On Tue, Aug 25, 2020 at 06:49:01PM +0000, John Ricketts wrote:
I as well.
On Aug 25, 2020, at 13:45, niftybunny abuse-contact@to-surf-and-protect.net wrote:
?Daily DDOS love the last 14 days ...
Hi! Can you provide more details? From Nifty's picture it looks like they are full TCP connections? Do you have a sense of what do they do when they connect?
And that would mean that they *aren't* packet-level ddoses, i.e. the "I fill up your network connection with packets so no other packets can get through" kind?

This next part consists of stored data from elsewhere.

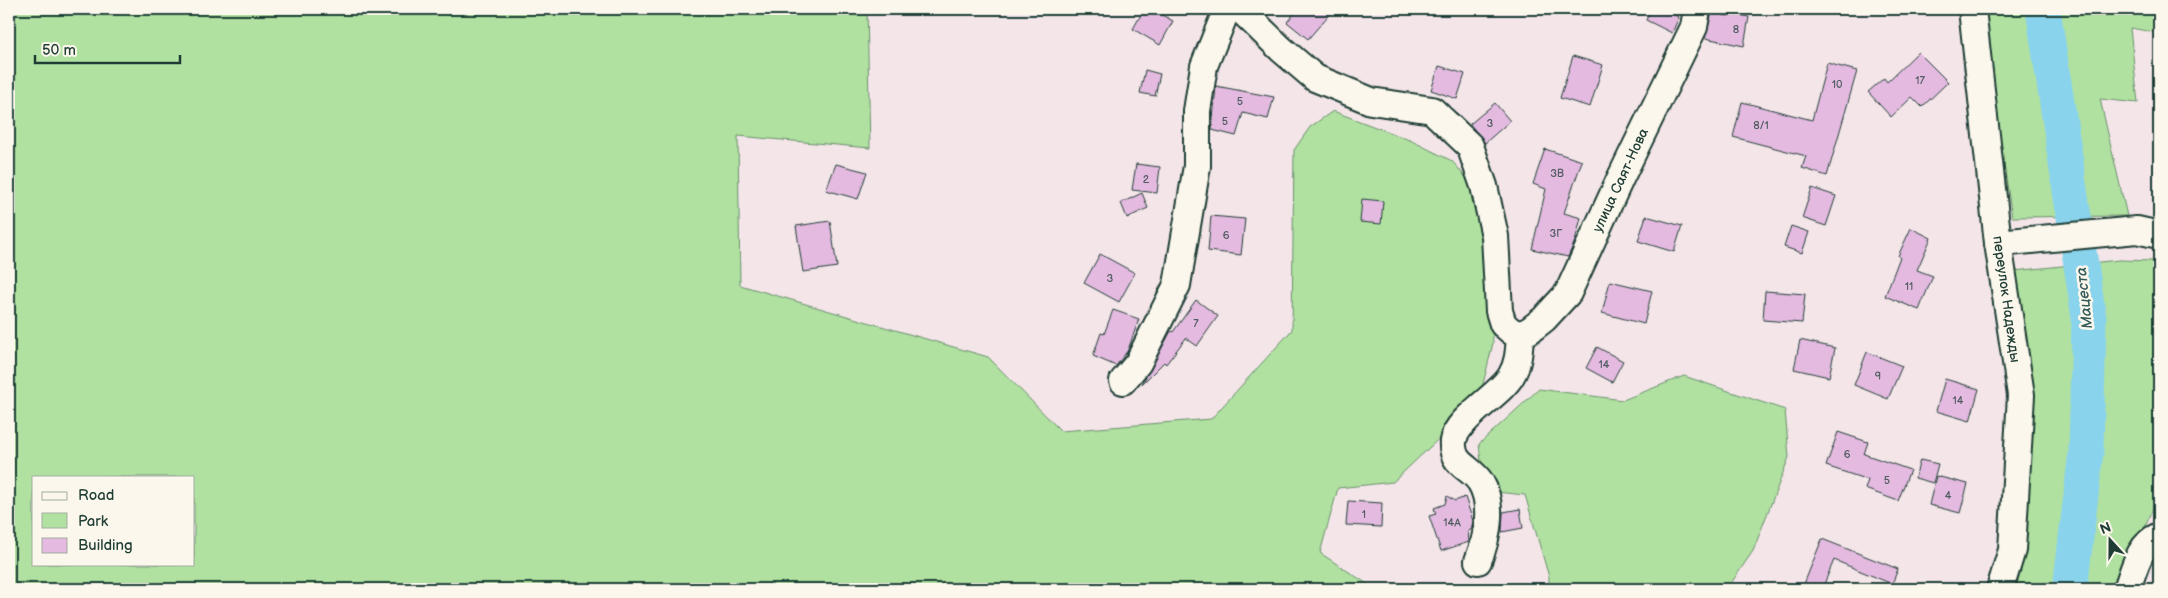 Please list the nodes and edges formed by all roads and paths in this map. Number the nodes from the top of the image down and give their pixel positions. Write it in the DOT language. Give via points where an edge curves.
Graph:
graph roads {
  1 [pos="1227,9"];
  2 [pos="1240,9"];
  3 [pos="1697,9"];
  4 [pos="1972,9"];
  5 [pos="2148,233"];
  6 [pos="1998,243"];
  7 [pos="1520,335"];
  8 [pos="1123,381"];
  9 [pos="2159,536"];
  10 [pos="1478,561"];
  11 [pos="2000,589"];
  12 [pos="2126,589"];
  1 -- 8 [label="street" via="1204,66 1198,111 1197,166 1177,285 1138,363"];
  2 -- 7 [label="street" via="1315,78 1372,101 1432,110 1470,146 1484,186 1495,236 1499,311 1503,324"];
  3 -- 7 [label="street, улица Саят-Нова" via="1694,27 1568,293 1544,319"];
  4 -- 6 [label="street, переулок Надежды"];
  5 -- 6 [label="street"];
  6 -- 11 [label="street, переулок Надежды" via="2021,395 2012,550"];
  7 -- 10 [label="street" via="1517,364 1511,377 1476,409 1454,437 1456,460 1481,482 1488,499 1485,544"];
  9 -- 12 [label="street" via="2150,540 2138,559"];
} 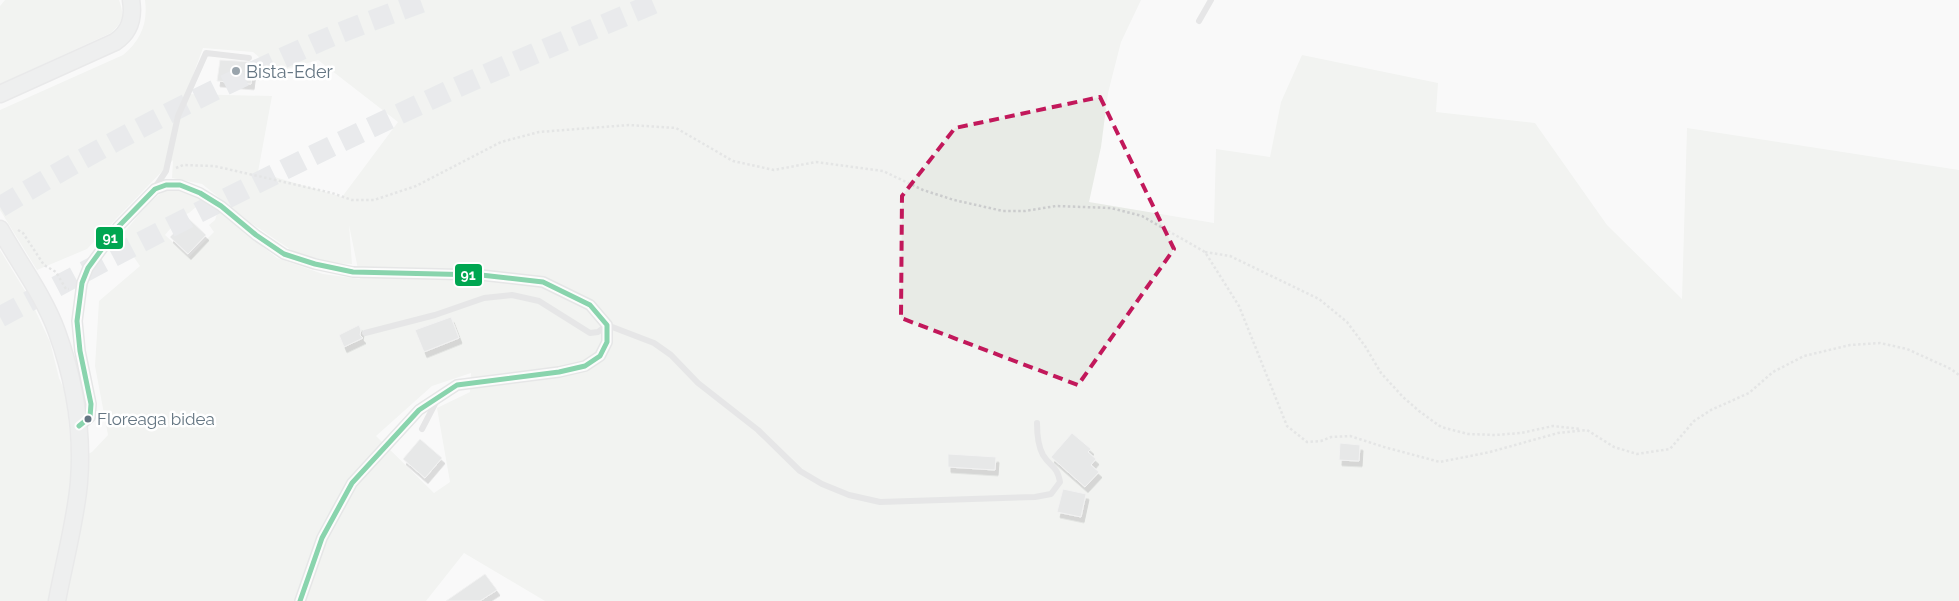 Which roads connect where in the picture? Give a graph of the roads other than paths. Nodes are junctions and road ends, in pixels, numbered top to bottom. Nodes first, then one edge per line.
1 (131, 0) edge
2 (1211, 0) edge
3 (1199, 21) dead end
4 (249, 58) dead end
5 (0, 94) edge
6 (155, 189) junction
7 (7, 229) edge
8 (607, 325) junction
9 (365, 333) dead end
10 (438, 396) junction
11 (1037, 423) dead end
12 (79, 426) junction
13 (422, 430) dead end
14 (57, 601) edge
15 (300, 601) edge

1 - 5 street
2 - 3 lane
4 - 6 lane
6 - 8 street
6 - 12 street
7 - 12 street
8 - 9 lane
8 - 10 street
8 - 11 lane
10 - 13 lane
10 - 15 street
12 - 14 street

One of the strange things about working with things at the scale of the Tor network is that sometimes the combined behavior of many Tor processes can look like a DDoS. For example, maybe all of these connections come from out-of-date Tors that are now behaving bizarrely since the network now doesn't work the way their old logic expects.
We've also seen what looks like DDoS attempts on the directory authorities, but on closer examination they are some alternative Tor implementation that is running on many thousands of computers and is fetching Tor consensus documents in a way that isn't sustainable: https://gitlab.torproject.org/tpo/core/tor/-/issues/33018
There are also apparently some overloading attacks happening on some popular onion services currently, and I wonder if those are bleeding over into looking like many connections. Or, as we saw a few years ago when we added the "ddos defense subsystem" in Tor, the attacks didn't actually add much load, but it was when the onion services tried to scale up to tens of thousands of Tors, to be able to respond to every incoming rendezvous attempt, that those tens of thousands of Tors together looked like an attack on the network.
So: the next step would be to try to learn more about what these connections look like, where they're coming from, what they're doing, etc.
Also, if more people than just Nifty and John are seeing them.